Calculus is a mathematical method (or a collection of them), not an object. It was put together from pre-existent mathematics, and has enormous beauty and power. As such, it’s very much an invention. Admittedly, the situation with complex numbers is not so clear. Initially, they were “invented” purely for the purpose of solving certain types of polynomials but their use exploded fruitfully into many other domains with astonishing pervasiveness.

'Luthon64

That would make sense, yes. So when the Arabs discovered “zero”, they actually invented nothing. :wink:

Rigil

Damn. Hyperdrive’s out of order again. You’ll have to beam us all the way there, Scotty. Lucky thing we’re immortal, or it would have been dangerous…

I would think that once you have basic concepts like numbers and shapes, they have certain allowable logical consequences, and in a sense those are discovered rather than invented? But perhaps the boundary between discovery and invention is a bit fuzzy anyway. :slight_smile:

It’s true that the properties of numbers and other mathematical objects in conjunction with the rules and procedures by which they can be validly manipulated form the (idealised) mathematical universe of allowable possibilities. To be sure, it’s a vast one, perhaps even an inexhaustible one. But by the same token, matter, energy, space and time together with the laws of nature form the real universe. Note that the nature of those real entities and those laws also exhausts the allowable possibilities of arranging real things, again in a vast array of possibilities. Yet, we would not hesitate to call a novel and useful arrangement of those things an “invention.” Why should the mere abstractness of mathematics set it apart in this peculiar and ultimately forced way?

(This reminds me of the story told about the sculptor who maintains that he “discovers” the statue in the block of marble he’s working on.)

'Luthon64

I would like to see an automatic junk/spam remover. It must know it as junk without me telling it and remove it unseen by me and then spam the sender. A domestic worker robot would also be nice. Just done a load of dishes…

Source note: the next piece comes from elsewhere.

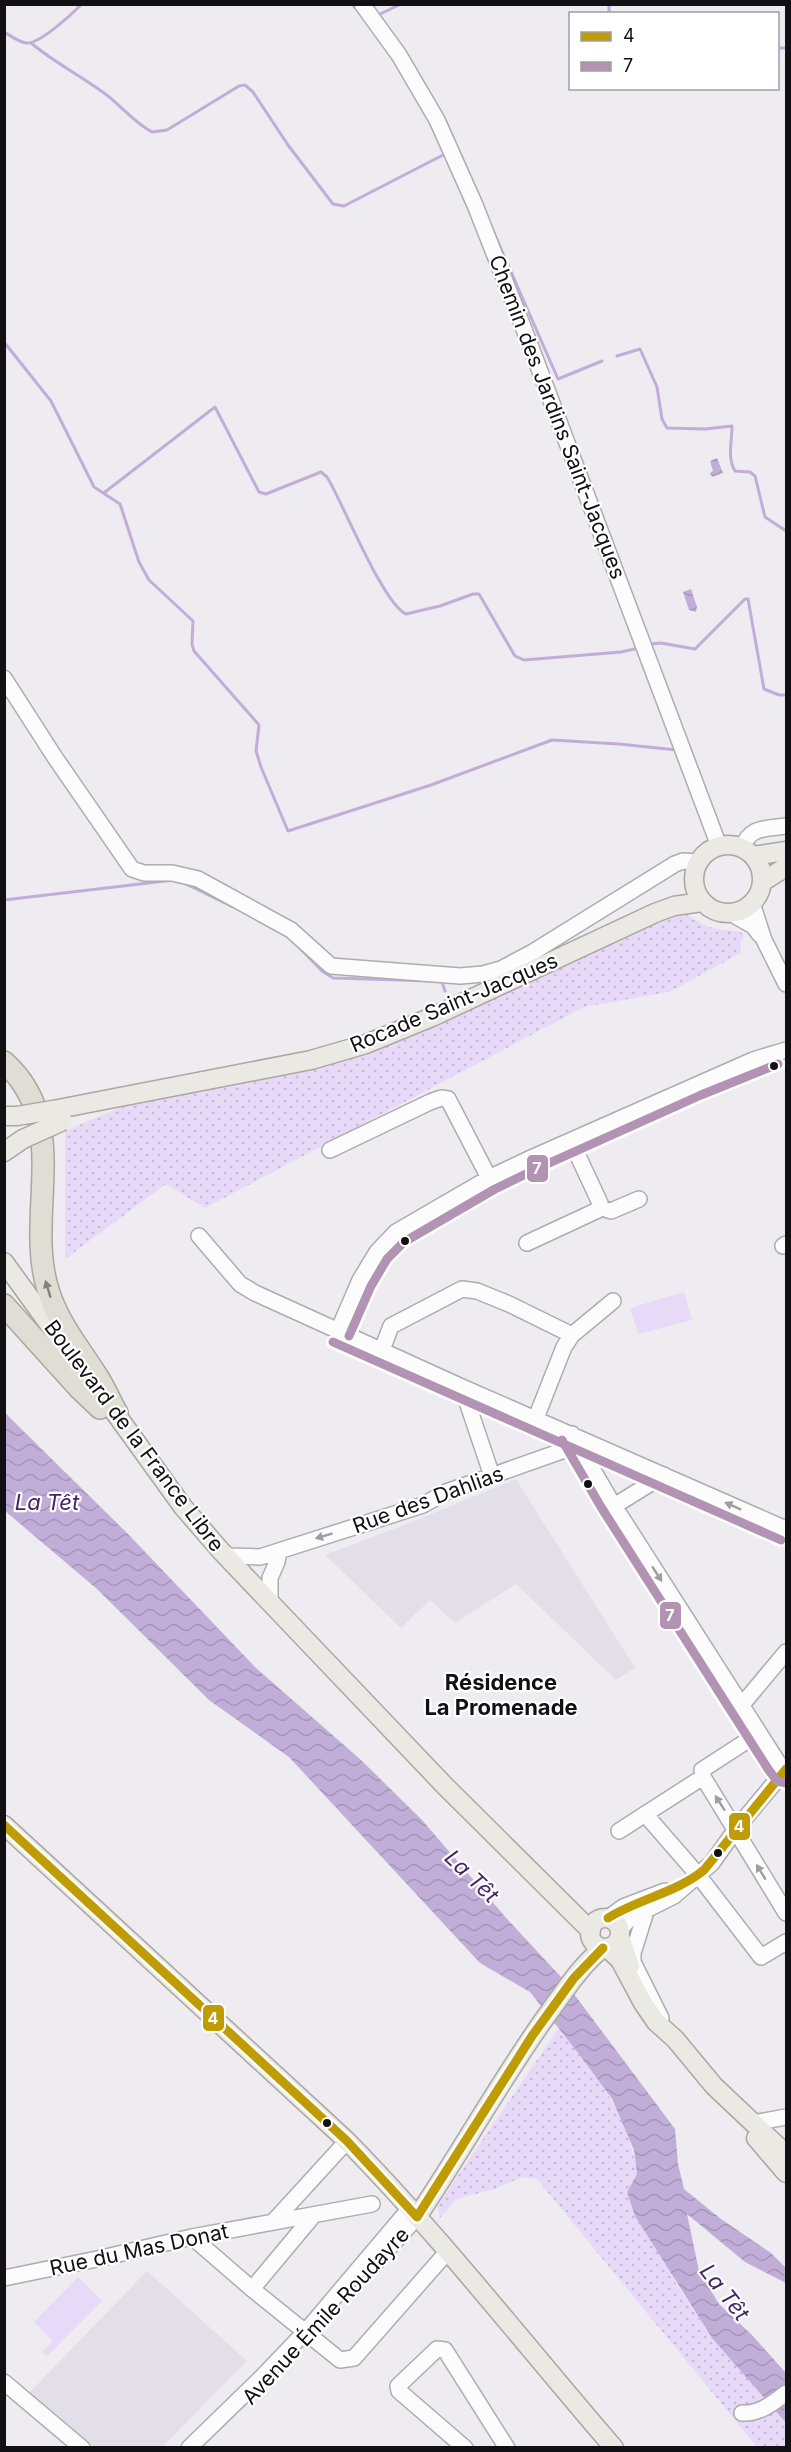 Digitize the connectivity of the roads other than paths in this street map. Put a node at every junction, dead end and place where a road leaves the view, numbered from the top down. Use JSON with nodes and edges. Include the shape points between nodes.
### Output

An invention is the discovery of a way to do or make something. :slight_smile:

As I said, the two terms probably overlap. I just rather like this notion of mathematical space existing “out there” somewhere, where it can be endlessly explored. It’s like having a tourist attraction in your head, always available. :slight_smile:

Not that I often visit it - I suck at navigating my way through it and get lost in it all the time…

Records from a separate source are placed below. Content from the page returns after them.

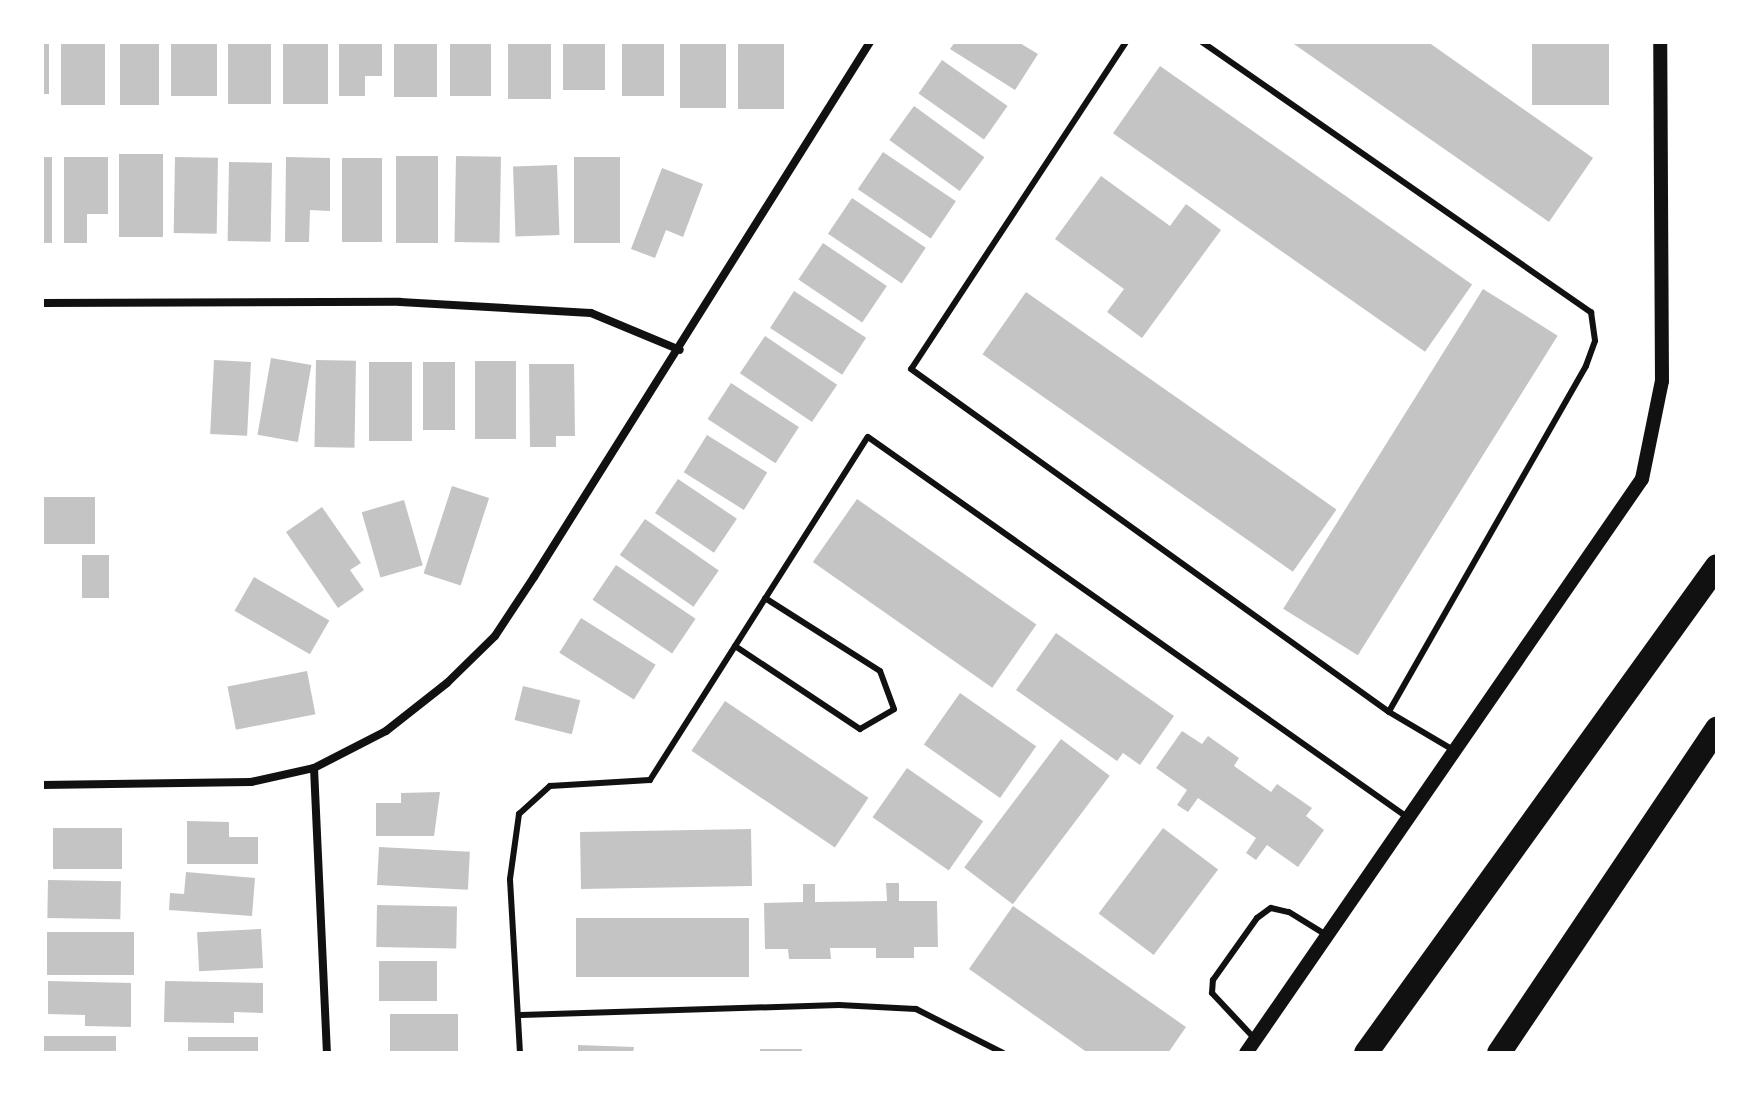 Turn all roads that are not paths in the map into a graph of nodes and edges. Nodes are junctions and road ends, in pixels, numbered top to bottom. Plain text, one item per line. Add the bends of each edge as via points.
1 (870, 42) edge
2 (1126, 42) edge
3 (1202, 42) edge
4 (1660, 42) edge
5 (42, 303) edge
6 (680, 350) junction
7 (1717, 566) edge
8 (765, 598) junction
9 (735, 646) junction
10 (1389, 712) junction
11 (1717, 728) edge
12 (1455, 751) junction
13 (314, 768) junction
14 (42, 785) edge
15 (1409, 818) junction
16 (1328, 936) junction
17 (521, 1015) junction
18 (1255, 1039) junction
19 (327, 1053) edge
20 (520, 1053) edge
21 (1003, 1053) edge
22 (1246, 1053) edge
23 (1366, 1053) edge
24 (1499, 1053) edge

1 - 6 street
2 - 10 lane via 911,369
3 - 10 lane via 1591,312 1595,341 1586,366
4 - 12 street via 1662,381 1642,479
5 - 6 street via 400,302 591,313
6 - 13 street via 495,636 386,731
7 - 23 highway
8 - 9 lane
8 - 9 lane via 880,671 894,709 860,729
8 - 15 lane via 868,437
9 - 17 lane via 650,780 550,786 519,814 510,879
10 - 12 lane
11 - 24 highway
12 - 15 street
13 - 14 street via 251,782
13 - 19 street
15 - 16 street
16 - 18 street
16 - 18 lane via 1289,912 1271,908 1257,918 1213,980 1212,993
17 - 20 lane
17 - 21 lane via 839,1005 916,1009
18 - 22 street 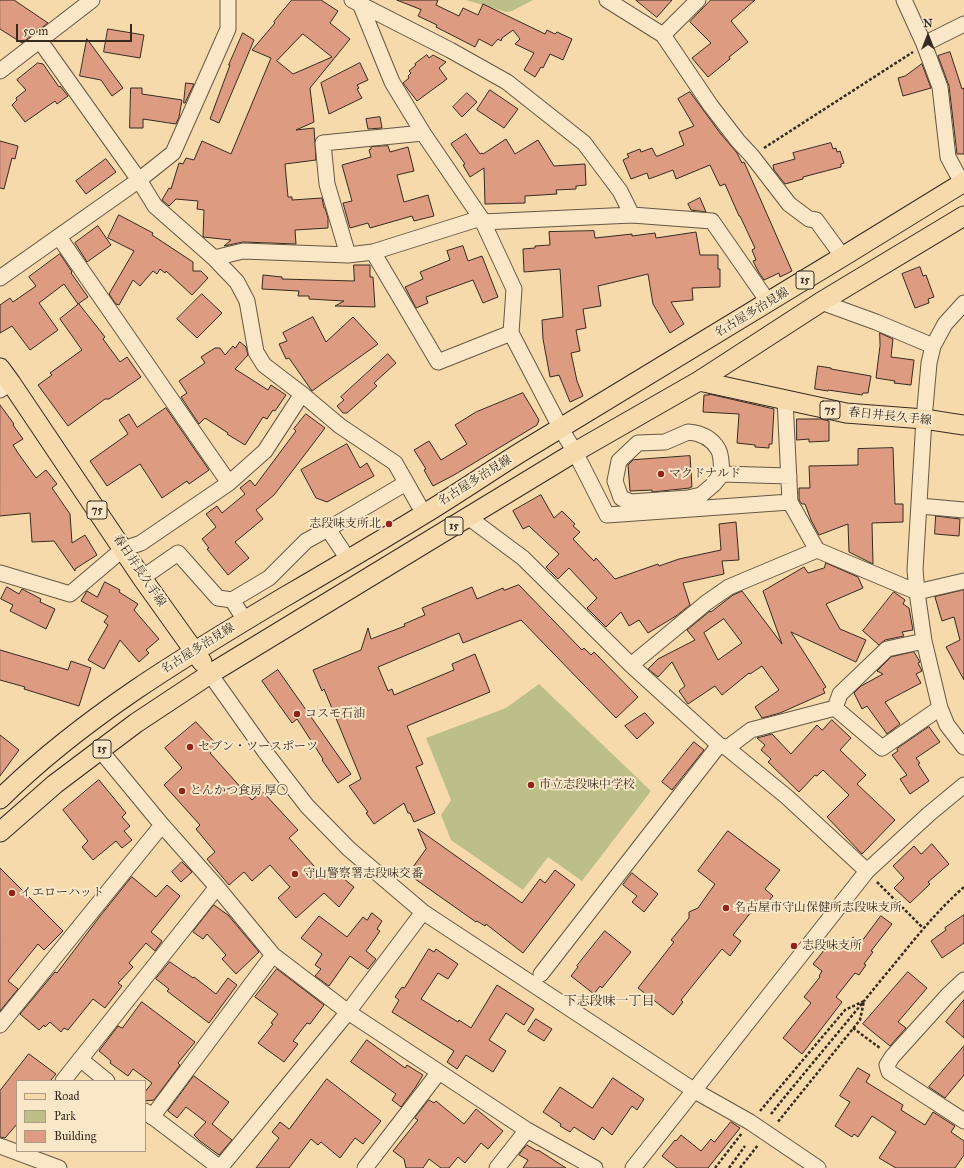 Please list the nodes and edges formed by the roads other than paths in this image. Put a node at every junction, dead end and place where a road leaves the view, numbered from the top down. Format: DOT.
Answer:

Tell me about it. Apparently there is a non-Euclidean branch of mathematics called taxicab geometry. I’m hoping that it offers an alternative to navigating by oneself! :wink:

Rigil

And then there is my own personal favourite, bistromathics:

http://en.wikipedia.org/wiki/Bistromathic_Drive#Bistromathic_drive

Which is identically true in the realm of mathematics, the only differences being the latter’s formal rigour and that its subject matter exists as pure idealisations. As said, all possible unrealised inventions in the real world already exist “out there” in a sense as potentialities, albeit that endless variations on a given theme are conceivable (e.g. there are many different toaster designs all having much the same purpose), whereas mathematical constructs typically don’t leave much, if any, of the same kind of wriggle room. We discover mathematical objects and the rules for manipulating them, just as we discover the constituents of our universe and the natural laws that determine their nature and behaviour. In both worlds, we discover truths; however, when we rearrange things in the former into something new and useful, we call it “invention” while in the case of the latter we still want to call it “discovery” even though the novelty in both cases only existed before as unrealised potentials. On that basis, the only vaguely valid reason I can think of for objecting to the use of the term “inventing” in mathematics is a semantic one: “Inventing” may carry with it a negative subtext of “artificiality” or “fabrication.” To underscore the point, there are mathematical methods that have been patented. Can you patent a discovery?